Can I file another Social Security Disability Claim when I have a claim already pending?
Is it possible to file a new Social Security Disability Claim when I have a prior claim pending?
Social Security Ruling (SSR 11-1p)  instructs local SSA Field Offices to refuse to accept a new application when a claimant already has a pending application that was denied by the Administrative Law Judge (ALJ) and has been appealed to the Appeals Council stage.
Prior to this rule, claimants could file a new application, and potentially win a new claim, while the prior decision was on appeal. Under this rule, a claimant has to wait till a decision is made on appeal before filing a new application.
What is Rule 11-1p?
Effective July 28, 2011, field offices will not allow a new disability application to be filed if a prior disability claim for the same program and same benefit is pending at any administrative level of review (initial, reconsideration, hearing, or Appeals Council (AC)).
However, there is an exception. When a claim is pending at the AC, the clamant may file a new application if:
The claimant has additional evidence of a new critical or disabling condition with an onset after the date of the hearing decision, AND
The claimant wants to file a new disability application based on this evidence, AND
The AC agrees the claimant should file a new application before the AC completes its action on the request for review.

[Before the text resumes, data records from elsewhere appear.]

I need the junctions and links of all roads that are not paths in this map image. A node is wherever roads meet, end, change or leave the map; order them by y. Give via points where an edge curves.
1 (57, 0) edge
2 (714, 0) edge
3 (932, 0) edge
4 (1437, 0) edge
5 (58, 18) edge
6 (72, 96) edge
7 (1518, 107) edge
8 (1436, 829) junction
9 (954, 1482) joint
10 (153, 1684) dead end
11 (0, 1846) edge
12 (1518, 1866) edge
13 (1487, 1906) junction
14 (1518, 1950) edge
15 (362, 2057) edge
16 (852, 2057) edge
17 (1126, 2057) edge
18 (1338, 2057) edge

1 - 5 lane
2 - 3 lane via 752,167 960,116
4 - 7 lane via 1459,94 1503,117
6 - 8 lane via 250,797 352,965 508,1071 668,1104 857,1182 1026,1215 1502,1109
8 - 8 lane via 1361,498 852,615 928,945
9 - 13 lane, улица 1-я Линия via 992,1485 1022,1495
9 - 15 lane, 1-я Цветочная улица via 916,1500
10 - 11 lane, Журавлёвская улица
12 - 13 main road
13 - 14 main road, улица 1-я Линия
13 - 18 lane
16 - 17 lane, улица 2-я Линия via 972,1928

This policy change does not apply if the pending claim is:
for a different title or a different benefit type,
a Continuing Disability Review (CDR) or age 18 redetermination, or
in federal court or was remanded from federal court to the hearing office or AC.
How Does this Rule Affect Social Security Claimants?
In the past, when a claimant lost at their hearing, they could file an appeal, and also file a new application at the same time. That way, even if they lost their appeal, their second application would be much further along. Now, the claimant has to decide if they are going to appeal or just file a new application. If the claimant decides to file a new application, they would be giving up all the back pay on their prior claim. Although most claimants may want to automatically jump on filing an appeal, keep in mind the wait times at the AC level, as well as the slim likelihood of the AC overturning the Judge.
In addition, because back pay benefits can only be paid up to 12 months prior to an application, if a claimant chooses to appeal to the AC, and the appeal takes 2-3 years to be decided (which happens quite often), and the claimant loses on appeal, there is a time period that can never be covered by an application. This means that since so much time has elapsed, even if you filed a new claim after you've lost at the AC level, you are limited on how far you can get back pay benefits. This appears to be a denial of due process rights, because the claimant is not able to file a second application soon enough to protect all of their back pay benefits. Claimants have a property interest in their claim for benefits that is protected by the Fourth Amendment. Day v. Shalala, 23 F.3d 1052, 1064-1066 (6th Cir. 1994).